Problem to solve: Restate word for word all of the lines below, with each image left out.

┄┄┄┄┄┄┄┄┄┄

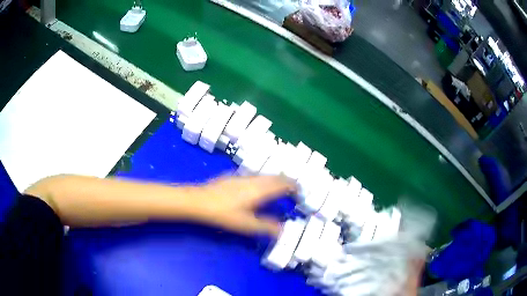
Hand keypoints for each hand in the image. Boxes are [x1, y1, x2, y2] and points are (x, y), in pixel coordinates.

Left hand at [191, 175, 296, 236]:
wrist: (198, 201)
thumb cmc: (224, 214)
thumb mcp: (247, 225)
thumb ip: (267, 227)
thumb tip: (283, 230)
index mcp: (261, 189)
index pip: (284, 183)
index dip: (294, 187)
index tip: (300, 193)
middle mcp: (254, 179)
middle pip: (276, 176)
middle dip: (287, 182)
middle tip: (292, 191)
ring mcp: (243, 176)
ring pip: (265, 175)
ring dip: (275, 181)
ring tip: (278, 190)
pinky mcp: (234, 177)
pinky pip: (255, 176)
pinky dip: (263, 181)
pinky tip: (257, 189)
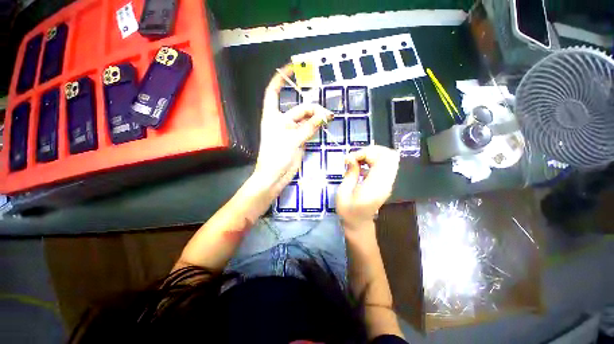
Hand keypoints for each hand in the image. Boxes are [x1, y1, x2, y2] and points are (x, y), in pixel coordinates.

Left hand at [253, 64, 333, 195]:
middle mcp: (281, 121)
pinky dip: (315, 127)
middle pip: (299, 109)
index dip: (281, 78)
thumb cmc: (276, 156)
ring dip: (316, 118)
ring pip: (305, 119)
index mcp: (273, 116)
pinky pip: (308, 130)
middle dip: (312, 109)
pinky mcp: (298, 140)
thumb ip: (308, 127)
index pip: (274, 92)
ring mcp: (291, 131)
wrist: (275, 176)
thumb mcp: (292, 140)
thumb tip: (325, 116)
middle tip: (327, 115)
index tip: (293, 67)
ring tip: (329, 118)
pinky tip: (324, 124)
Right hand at [336, 146, 399, 230]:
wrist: (359, 224)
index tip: (350, 159)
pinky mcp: (386, 183)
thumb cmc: (347, 211)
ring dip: (373, 155)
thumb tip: (350, 157)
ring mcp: (388, 183)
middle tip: (355, 157)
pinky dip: (374, 161)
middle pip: (389, 155)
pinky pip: (386, 165)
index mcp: (375, 186)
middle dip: (371, 151)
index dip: (366, 153)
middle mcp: (386, 182)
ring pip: (390, 158)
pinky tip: (362, 167)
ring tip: (357, 161)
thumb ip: (350, 173)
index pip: (381, 158)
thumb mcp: (343, 192)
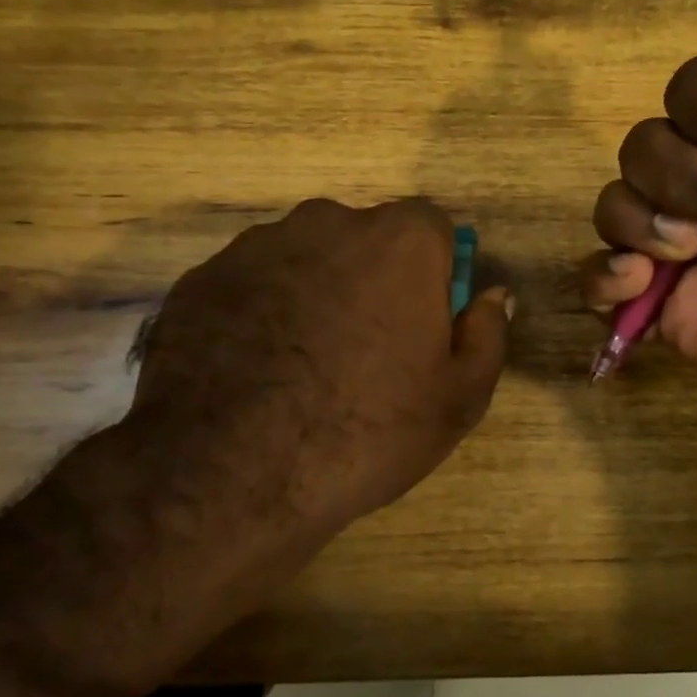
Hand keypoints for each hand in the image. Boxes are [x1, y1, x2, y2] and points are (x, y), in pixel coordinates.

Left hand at [116, 197, 510, 605]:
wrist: (229, 472)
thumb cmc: (366, 431)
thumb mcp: (458, 399)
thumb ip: (487, 334)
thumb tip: (494, 295)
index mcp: (400, 242)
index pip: (432, 227)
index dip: (433, 272)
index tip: (422, 320)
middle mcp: (327, 223)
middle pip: (365, 239)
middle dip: (372, 279)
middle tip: (364, 348)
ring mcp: (256, 246)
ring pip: (304, 258)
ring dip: (314, 292)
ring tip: (302, 365)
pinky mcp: (202, 278)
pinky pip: (251, 284)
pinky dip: (260, 312)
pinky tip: (254, 368)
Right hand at [581, 0, 696, 474]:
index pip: (695, 86)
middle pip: (644, 141)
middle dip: (684, 169)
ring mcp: (692, 251)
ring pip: (615, 201)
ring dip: (642, 216)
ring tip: (696, 253)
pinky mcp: (673, 309)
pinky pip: (599, 276)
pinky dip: (602, 273)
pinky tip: (643, 284)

┄┄┄┄┄┄┄┄┄┄

Solution:
Hand keypoints for each hand in the image. Boxes are [x1, y1, x2, y2] and points are (x, y), in pixel coordinates.

Left hand at [191, 175, 296, 236]:
wrist: (198, 201)
thumb cmc: (224, 214)
thumb mcp: (247, 225)
thumb ip: (267, 227)
thumb tip: (283, 230)
index mcp: (261, 189)
index pip: (284, 183)
index dip: (294, 187)
index tip: (300, 193)
middle mcp: (254, 179)
middle pip: (276, 176)
middle dip: (287, 182)
middle tip: (292, 191)
ring mcp: (243, 176)
ring pip: (265, 175)
ring dip: (275, 181)
ring tip: (278, 190)
pinky mcp: (234, 177)
pinky pip: (255, 176)
pinky dip: (263, 181)
pinky tip: (257, 189)
Hand keypoints for each hand in the image. Boxes are [x1, y1, x2, y2] and points are (x, y), in pixel coordinates.

Left hand at [253, 64, 333, 195]:
middle mcp: (281, 121)
pinky dip: (315, 127)
middle pip: (299, 109)
index dip: (281, 78)
thumb cmc: (276, 156)
ring dip: (316, 118)
ring pip: (305, 119)
index mcp: (273, 116)
pinky pip: (308, 130)
middle dip: (312, 109)
pinky mcp: (298, 140)
thumb ip: (308, 127)
index pip: (274, 92)
ring mcp: (291, 131)
wrist: (275, 176)
thumb mcp: (292, 140)
thumb tip: (325, 116)
middle tip: (327, 115)
index tip: (293, 67)
ring tip: (329, 118)
pinky tip: (324, 124)
Right hand at [336, 146, 399, 230]:
wrist: (359, 224)
index tip: (350, 159)
pinky mcp: (386, 183)
thumb cmc: (347, 211)
ring dip: (373, 155)
thumb tip: (350, 157)
ring mcp: (388, 183)
middle tip: (355, 157)
pinky dip: (374, 161)
middle pip: (389, 155)
pinky pip: (386, 165)
index mcp: (375, 186)
middle dip: (371, 151)
index dip: (366, 153)
middle mcp: (386, 182)
ring pip: (390, 158)
pinky tip: (362, 167)
ring tip: (357, 161)
thumb ip: (350, 173)
index pip: (381, 158)
thumb mcp: (343, 192)
Hand keypoints for each hand in the image. Boxes are [x1, y1, x2, y2] and points are (x, y), in pixel coordinates.

Left hand at [116, 197, 510, 605]:
wrist: (229, 472)
thumb cmc: (366, 431)
thumb mcp: (458, 399)
thumb ip: (487, 334)
thumb tip: (494, 295)
index mcp: (400, 242)
index pip: (432, 227)
index dip: (433, 272)
index tip: (422, 320)
middle mcp: (327, 223)
middle pip: (365, 239)
middle dip: (372, 279)
middle tip: (364, 348)
ring mcp: (256, 246)
ring pip: (304, 258)
ring dip: (314, 292)
ring tip: (302, 365)
pinky mcp: (202, 278)
pinky pip: (251, 284)
pinky dip: (260, 312)
pinky tip: (254, 368)
Right hand at [581, 0, 696, 474]:
index pip: (695, 86)
middle pip: (644, 141)
middle dip: (684, 169)
ring mcp: (692, 251)
ring pip: (615, 201)
ring dip: (642, 216)
ring tip: (696, 253)
pinky mcp: (673, 309)
pinky pip: (599, 276)
pinky dip: (602, 273)
pinky tip: (643, 284)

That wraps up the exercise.